__EXERCISE AIM__. Please write out each entry that follows, keeping it exactly the same.

__RECORDS FOR THIS EXERCISE__.

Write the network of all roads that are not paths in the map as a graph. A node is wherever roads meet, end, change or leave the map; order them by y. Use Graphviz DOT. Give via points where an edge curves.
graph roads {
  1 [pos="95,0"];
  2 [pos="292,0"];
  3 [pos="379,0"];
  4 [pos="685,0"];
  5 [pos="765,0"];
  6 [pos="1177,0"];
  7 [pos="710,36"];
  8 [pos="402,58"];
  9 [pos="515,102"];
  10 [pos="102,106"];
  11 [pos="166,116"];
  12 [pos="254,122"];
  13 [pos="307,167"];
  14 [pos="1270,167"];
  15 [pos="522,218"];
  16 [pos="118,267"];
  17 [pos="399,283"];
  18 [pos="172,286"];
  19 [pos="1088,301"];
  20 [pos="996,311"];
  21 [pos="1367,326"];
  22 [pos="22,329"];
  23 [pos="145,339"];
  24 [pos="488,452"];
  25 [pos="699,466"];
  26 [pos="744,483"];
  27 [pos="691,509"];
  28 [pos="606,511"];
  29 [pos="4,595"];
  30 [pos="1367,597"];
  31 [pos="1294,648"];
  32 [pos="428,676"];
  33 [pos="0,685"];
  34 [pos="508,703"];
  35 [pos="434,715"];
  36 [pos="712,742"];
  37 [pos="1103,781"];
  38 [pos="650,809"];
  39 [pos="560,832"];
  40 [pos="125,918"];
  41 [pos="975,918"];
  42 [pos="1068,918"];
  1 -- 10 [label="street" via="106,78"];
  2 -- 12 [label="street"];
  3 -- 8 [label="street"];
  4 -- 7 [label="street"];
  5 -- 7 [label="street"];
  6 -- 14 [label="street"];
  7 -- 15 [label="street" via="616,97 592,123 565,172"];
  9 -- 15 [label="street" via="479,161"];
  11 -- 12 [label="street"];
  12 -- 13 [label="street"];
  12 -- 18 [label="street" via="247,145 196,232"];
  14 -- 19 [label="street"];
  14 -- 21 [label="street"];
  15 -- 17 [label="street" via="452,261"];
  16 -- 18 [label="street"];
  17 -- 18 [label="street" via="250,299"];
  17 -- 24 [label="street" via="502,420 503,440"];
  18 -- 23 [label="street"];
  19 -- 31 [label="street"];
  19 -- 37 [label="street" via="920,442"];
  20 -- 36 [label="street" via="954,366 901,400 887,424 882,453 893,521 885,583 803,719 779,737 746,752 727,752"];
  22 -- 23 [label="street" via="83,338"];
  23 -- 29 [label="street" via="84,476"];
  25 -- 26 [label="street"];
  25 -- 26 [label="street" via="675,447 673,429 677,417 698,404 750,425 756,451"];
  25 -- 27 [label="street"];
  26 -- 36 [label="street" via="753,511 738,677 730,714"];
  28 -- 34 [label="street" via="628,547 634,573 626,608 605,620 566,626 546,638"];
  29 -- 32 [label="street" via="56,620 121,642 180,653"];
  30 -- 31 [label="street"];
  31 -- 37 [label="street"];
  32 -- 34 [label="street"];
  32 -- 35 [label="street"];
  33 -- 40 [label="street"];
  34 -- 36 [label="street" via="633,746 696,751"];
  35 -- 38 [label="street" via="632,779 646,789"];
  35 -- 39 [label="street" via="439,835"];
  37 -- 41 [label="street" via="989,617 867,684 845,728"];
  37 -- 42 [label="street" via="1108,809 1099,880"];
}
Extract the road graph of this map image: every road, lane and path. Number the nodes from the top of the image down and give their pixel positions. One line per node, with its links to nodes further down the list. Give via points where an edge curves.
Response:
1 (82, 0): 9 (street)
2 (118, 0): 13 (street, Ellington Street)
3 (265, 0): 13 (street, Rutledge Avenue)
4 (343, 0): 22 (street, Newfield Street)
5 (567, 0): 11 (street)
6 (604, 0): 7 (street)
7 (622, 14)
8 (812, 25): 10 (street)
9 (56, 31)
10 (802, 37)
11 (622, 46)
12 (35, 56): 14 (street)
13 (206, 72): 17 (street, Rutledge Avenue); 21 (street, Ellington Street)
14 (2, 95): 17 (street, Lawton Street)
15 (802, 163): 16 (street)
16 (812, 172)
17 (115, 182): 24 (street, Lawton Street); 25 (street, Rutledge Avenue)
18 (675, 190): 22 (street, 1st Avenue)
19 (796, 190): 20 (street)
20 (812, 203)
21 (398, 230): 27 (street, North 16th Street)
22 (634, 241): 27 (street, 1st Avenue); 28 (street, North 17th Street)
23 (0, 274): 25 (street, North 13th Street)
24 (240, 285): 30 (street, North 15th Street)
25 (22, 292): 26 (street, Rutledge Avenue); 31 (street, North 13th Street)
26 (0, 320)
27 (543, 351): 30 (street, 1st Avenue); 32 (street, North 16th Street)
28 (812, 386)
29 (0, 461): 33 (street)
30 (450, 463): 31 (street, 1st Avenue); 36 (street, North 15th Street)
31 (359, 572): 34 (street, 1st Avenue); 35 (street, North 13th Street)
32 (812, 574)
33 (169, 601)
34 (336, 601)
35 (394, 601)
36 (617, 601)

__FINAL ANSWER__.
Write the network of all roads that are not paths in the map as a graph. A node is wherever roads meet, end, change or leave the map; order them by y. Use Graphviz DOT. Give via points where an edge curves.
graph roads {
  1 [pos="95,0"];
  2 [pos="292,0"];
  3 [pos="379,0"];
  4 [pos="685,0"];
  5 [pos="765,0"];
  6 [pos="1177,0"];
  7 [pos="710,36"];
  8 [pos="402,58"];
  9 [pos="515,102"];
  10 [pos="102,106"];
  11 [pos="166,116"];
  12 [pos="254,122"];
  13 [pos="307,167"];
  14 [pos="1270,167"];
  15 [pos="522,218"];
  16 [pos="118,267"];
  17 [pos="399,283"];
  18 [pos="172,286"];
  19 [pos="1088,301"];
  20 [pos="996,311"];
  21 [pos="1367,326"];
  22 [pos="22,329"];
  23 [pos="145,339"];
  24 [pos="488,452"];
  25 [pos="699,466"];
  26 [pos="744,483"];
  27 [pos="691,509"];
  28 [pos="606,511"];
  29 [pos="4,595"];
  30 [pos="1367,597"];
  31 [pos="1294,648"];
  32 [pos="428,676"];
  33 [pos="0,685"];
  34 [pos="508,703"];
  35 [pos="434,715"];
  36 [pos="712,742"];
  37 [pos="1103,781"];
  38 [pos="650,809"];
  39 [pos="560,832"];
  40 [pos="125,918"];
  41 [pos="975,918"];
  42 [pos="1068,918"];
  1 -- 10 [label="street" via="106,78"];
  2 -- 12 [label="street"];
  3 -- 8 [label="street"];
  4 -- 7 [label="street"];
  5 -- 7 [label="street"];
  6 -- 14 [label="street"];
  7 -- 15 [label="street" via="616,97 592,123 565,172"];
  9 -- 15 [label="street" via="479,161"];
  11 -- 12 [label="street"];
  12 -- 13 [label="street"];
  12 -- 18 [label="street" via="247,145 196,232"];
  14 -- 19 [label="street"];
  14 -- 21 [label="street"];
  15 -- 17 [label="street" via="452,261"];
  16 -- 18 [label="street"];
  17 -- 18 [label="street" via="250,299"];
  17 -- 24 [label="street" via="502,420 503,440"];
  18 -- 23 [label="street"];
  19 -- 31 [label="street"];
  19 -- 37 [label="street" via="920,442"];
  20 -- 36 [label="street" via="954,366 901,400 887,424 882,453 893,521 885,583 803,719 779,737 746,752 727,752"];
  22 -- 23 [label="street" via="83,338"];
  23 -- 29 [label="street" via="84,476"];
  25 -- 26 [label="street"];
  25 -- 26 [label="street" via="675,447 673,429 677,417 698,404 750,425 756,451"];
  25 -- 27 [label="street"];
  26 -- 36 [label="street" via="753,511 738,677 730,714"];
  28 -- 34 [label="street" via="628,547 634,573 626,608 605,620 566,626 546,638"];
  29 -- 32 [label="street" via="56,620 121,642 180,653"];
  30 -- 31 [label="street"];
  31 -- 37 [label="street"];
  32 -- 34 [label="street"];
  32 -- 35 [label="street"];
  33 -- 40 [label="street"];
  34 -- 36 [label="street" via="633,746 696,751"];
  35 -- 38 [label="street" via="632,779 646,789"];
  35 -- 39 [label="street" via="439,835"];
  37 -- 41 [label="street" via="989,617 867,684 845,728"];
  37 -- 42 [label="street" via="1108,809 1099,880"];
}
Extract the road graph of this map image: every road, lane and path. Number the nodes from the top of the image down and give their pixel positions. One line per node, with its links to nodes further down the list. Give via points where an edge curves.
Response:
1 (82, 0): 9 (street)
2 (118, 0): 13 (street, Ellington Street)
3 (265, 0): 13 (street, Rutledge Avenue)
4 (343, 0): 22 (street, Newfield Street)
5 (567, 0): 11 (street)
6 (604, 0): 7 (street)
7 (622, 14)
8 (812, 25): 10 (street)
9 (56, 31)
10 (802, 37)
11 (622, 46)
12 (35, 56): 14 (street)
13 (206, 72): 17 (street, Rutledge Avenue); 21 (street, Ellington Street)
14 (2, 95): 17 (street, Lawton Street)
15 (802, 163): 16 (street)
16 (812, 172)
17 (115, 182): 24 (street, Lawton Street); 25 (street, Rutledge Avenue)
18 (675, 190): 22 (street, 1st Avenue)
19 (796, 190): 20 (street)
20 (812, 203)
21 (398, 230): 27 (street, North 16th Street)
22 (634, 241): 27 (street, 1st Avenue); 28 (street, North 17th Street)
23 (0, 274): 25 (street, North 13th Street)
24 (240, 285): 30 (street, North 15th Street)
25 (22, 292): 26 (street, Rutledge Avenue); 31 (street, North 13th Street)
26 (0, 320)
27 (543, 351): 30 (street, 1st Avenue); 32 (street, North 16th Street)
28 (812, 386)
29 (0, 461): 33 (street)
30 (450, 463): 31 (street, 1st Avenue); 36 (street, North 15th Street)
31 (359, 572): 34 (street, 1st Avenue); 35 (street, North 13th Street)
32 (812, 574)
33 (169, 601)
34 (336, 601)
35 (394, 601)
36 (617, 601)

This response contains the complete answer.